Think about how you made purchases 20 years ago compared to how you make them now. In the past, you would jot down a list, telephone or physically visit one or more stores, and hope they had what you wanted in stock. You had limited options and were at the mercy of whatever retail stores were located within your general vicinity.
These days, it’s a little different. From the comfort of your home, you can buy everything from clothing and electronics, to groceries and medicine, and everything in between. You probably know this either as “online shopping” or by its more official name: “eCommerce.”

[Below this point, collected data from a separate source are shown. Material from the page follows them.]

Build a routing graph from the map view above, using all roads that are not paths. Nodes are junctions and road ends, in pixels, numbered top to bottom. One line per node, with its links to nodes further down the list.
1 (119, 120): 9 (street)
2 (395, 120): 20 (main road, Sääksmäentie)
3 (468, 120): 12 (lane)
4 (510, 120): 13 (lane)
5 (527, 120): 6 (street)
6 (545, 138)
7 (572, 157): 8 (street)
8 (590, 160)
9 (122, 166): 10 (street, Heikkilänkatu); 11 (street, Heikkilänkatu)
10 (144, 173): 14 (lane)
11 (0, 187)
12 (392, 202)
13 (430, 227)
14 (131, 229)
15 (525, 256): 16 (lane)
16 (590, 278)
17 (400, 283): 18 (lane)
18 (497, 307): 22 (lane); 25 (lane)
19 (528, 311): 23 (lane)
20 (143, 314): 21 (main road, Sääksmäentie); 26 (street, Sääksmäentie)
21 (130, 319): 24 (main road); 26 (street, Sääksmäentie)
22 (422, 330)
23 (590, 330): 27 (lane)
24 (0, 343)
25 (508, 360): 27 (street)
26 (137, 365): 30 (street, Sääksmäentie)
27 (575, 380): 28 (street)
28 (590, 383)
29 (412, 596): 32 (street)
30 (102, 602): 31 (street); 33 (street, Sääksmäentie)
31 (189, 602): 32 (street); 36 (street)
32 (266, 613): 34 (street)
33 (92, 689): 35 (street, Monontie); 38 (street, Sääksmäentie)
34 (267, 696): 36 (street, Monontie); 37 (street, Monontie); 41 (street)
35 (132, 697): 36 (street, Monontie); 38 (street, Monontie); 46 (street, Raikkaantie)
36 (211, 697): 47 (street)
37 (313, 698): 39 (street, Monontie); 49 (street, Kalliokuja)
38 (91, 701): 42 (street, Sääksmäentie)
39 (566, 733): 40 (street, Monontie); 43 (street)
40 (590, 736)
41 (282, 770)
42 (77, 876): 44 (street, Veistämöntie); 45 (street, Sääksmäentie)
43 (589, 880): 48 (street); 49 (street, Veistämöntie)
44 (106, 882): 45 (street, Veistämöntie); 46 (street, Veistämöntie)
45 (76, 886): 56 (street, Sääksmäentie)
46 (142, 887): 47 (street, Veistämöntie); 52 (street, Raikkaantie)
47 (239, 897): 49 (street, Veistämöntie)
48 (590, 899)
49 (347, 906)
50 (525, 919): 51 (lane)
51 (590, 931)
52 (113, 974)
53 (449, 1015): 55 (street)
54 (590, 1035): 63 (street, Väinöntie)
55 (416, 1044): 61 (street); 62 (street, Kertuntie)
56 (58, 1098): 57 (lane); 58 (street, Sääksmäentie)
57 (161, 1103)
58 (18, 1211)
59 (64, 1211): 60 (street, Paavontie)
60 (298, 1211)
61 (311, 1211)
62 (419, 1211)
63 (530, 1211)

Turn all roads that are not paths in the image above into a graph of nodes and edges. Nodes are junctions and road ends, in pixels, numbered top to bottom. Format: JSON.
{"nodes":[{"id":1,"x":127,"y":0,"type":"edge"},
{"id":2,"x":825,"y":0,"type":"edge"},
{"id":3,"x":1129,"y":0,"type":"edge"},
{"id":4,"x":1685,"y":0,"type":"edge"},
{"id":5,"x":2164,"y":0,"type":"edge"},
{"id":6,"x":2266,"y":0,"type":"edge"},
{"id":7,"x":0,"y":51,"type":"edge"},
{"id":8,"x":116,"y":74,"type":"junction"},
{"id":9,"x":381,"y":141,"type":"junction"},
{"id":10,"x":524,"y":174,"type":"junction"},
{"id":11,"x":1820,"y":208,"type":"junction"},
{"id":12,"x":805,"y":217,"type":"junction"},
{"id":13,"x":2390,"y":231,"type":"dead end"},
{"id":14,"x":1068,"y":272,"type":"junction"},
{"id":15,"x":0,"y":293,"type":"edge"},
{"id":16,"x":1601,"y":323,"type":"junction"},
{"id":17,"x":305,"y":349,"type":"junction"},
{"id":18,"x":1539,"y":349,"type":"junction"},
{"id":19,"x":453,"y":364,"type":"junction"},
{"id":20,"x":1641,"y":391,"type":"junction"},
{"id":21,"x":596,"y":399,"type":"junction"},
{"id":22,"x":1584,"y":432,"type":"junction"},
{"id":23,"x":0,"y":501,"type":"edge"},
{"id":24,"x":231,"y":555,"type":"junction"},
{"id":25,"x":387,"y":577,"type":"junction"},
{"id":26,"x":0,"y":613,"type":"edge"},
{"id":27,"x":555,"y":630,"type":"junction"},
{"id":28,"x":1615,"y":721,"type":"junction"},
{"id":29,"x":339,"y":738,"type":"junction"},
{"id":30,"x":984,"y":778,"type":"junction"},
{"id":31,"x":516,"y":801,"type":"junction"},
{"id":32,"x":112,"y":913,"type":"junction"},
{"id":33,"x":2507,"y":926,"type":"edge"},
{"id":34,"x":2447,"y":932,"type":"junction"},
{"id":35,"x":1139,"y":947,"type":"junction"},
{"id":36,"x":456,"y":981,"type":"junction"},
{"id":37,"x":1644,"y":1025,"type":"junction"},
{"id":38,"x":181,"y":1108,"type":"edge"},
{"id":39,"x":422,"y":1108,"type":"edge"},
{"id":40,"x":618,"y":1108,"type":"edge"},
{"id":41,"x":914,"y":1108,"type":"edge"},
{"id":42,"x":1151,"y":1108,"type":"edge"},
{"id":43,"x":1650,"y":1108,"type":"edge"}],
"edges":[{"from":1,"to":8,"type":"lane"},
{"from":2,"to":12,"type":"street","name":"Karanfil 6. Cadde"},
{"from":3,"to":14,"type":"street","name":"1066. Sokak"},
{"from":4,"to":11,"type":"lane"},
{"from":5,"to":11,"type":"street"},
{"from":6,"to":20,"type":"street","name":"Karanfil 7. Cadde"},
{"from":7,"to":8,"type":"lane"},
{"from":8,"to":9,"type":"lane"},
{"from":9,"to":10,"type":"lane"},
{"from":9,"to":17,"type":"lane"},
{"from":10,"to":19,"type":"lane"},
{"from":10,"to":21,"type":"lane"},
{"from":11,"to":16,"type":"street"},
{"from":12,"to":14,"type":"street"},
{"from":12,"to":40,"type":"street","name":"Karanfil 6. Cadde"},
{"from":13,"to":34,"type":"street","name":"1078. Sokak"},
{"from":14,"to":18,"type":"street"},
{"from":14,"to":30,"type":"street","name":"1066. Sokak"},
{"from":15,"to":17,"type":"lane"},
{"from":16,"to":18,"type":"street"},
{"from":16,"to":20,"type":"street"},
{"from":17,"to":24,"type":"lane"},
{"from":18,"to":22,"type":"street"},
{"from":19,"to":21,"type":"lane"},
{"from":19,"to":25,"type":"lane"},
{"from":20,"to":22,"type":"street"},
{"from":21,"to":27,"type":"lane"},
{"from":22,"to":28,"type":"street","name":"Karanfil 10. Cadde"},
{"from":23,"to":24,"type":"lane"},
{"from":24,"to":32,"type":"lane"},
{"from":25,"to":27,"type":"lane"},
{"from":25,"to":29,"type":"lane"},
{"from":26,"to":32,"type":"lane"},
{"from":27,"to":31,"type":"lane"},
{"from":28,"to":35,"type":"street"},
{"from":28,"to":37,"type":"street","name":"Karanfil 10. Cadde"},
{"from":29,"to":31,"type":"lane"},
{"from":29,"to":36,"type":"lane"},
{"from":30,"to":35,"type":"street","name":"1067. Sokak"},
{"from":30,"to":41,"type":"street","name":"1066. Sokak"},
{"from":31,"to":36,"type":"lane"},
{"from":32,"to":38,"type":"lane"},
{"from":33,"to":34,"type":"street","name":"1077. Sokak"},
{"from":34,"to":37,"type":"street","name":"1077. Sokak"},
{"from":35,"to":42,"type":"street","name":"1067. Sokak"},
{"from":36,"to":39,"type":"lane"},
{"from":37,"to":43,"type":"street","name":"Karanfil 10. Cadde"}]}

Simply put, eCommerce—short for electronic commerce—is the process of buying and selling goods and/or services on the Internet as well as the transfer of money and data to make these transactions possible. The term “eCommerce” is used mostly to describe the sale of physical goods online, but it also applies to any type of transaction that occurs on the Internet.
Since the first ever eCommerce transaction took place in 1994—the sale of a music CD—eCommerce has gone from being a novel, unique way of shopping to a necessity for both consumers and producers. It makes the process of discovery and purchase significantly easier and faster. There is no “ideal” type of eCommerce user because large businesses, small businesses, freelancers, and many others all benefit from it.
Types of eCommerce: B2C vs. B2B and More
There are two main types of eCommerce: business-to-consumer (B2C) eCommerce and business-to-business (B2B) eCommerce.
B2C eCommerce involves a business selling their goods and services directly to the consumer. A great example of B2C eCommerce would be you buying a new t-shirt from an online vendor. You are the consumer and are going directly to the business selling that shirt to make your purchase.
As you might expect, B2B eCommerce is a business selling goods and services to other businesses. Taking the t-shirt example again, this could be one business buying hundreds of t-shirts from another business for a marketing event.
There are other types of eCommerce, like consumer-to-consumer (C2C)—selling your old records on eBay—or consumer-to-business (C2B)—selling your old records to a local record store. Furthermore, eCommerce can encompass a wide array of transaction types. Some examples are: standard retail, wholesale, subscriptions, digital goods, services, dropshipping, crowdfunding, and more.
We’ll cover the benefits of eCommerce more in-depth in our next article, but some of the key advantages of eCommerce include: better customer service, flexible pricing, easier supply and material purchasing, extending your reach, and greatly enhancing your corporate image. Check back in a couple of weeks to learn more!
What Are Your Options and What Results Can You Expect?
At CTR, we will recommend one of three eCommerce solutions based on our evaluation of your needs, desires, and what sort of ERP you are already using. The options are SuiteCommerce from NetSuite, Magento from Adobe, and Shopify.
SuiteCommerce is NetSuite’s proprietary eCommerce solution and easily integrates with your NetSuite ERP application. With such easy back-end unification, SuiteCommerce provides one central location to manage your sales and purchases.
Magento is one of the most used eCommerce solutions and is also consistently rated as one of the best. Since it’s open-source, your customization options are practically limitless.
Of the three, you’ve likely already heard of Shopify. Used by over 35% of all online merchants, Shopify is one of the easiest platforms to get started on. It isn’t self-hosted like other solutions, eliminating any worries you may have about servers and development costs.
No matter the solution you choose, you can expect a much simpler, more efficient, and highly enjoyable shopping experience for you and your customers. These solutions will easily integrate with your existing applications, meaning you will be able to track customer data and increase your ability to engage with them in the future. Furthermore, having your sales process united with your ERP means that you can easily track individual sales and conduct analysis on what is and isn’t working.
eCommerce is an extremely powerful tool that brings your company and its sales processes into the 21st century. We’re here to make sure you know how to take advantage of it and maximize your revenue, sales efficiency, and customer satisfaction.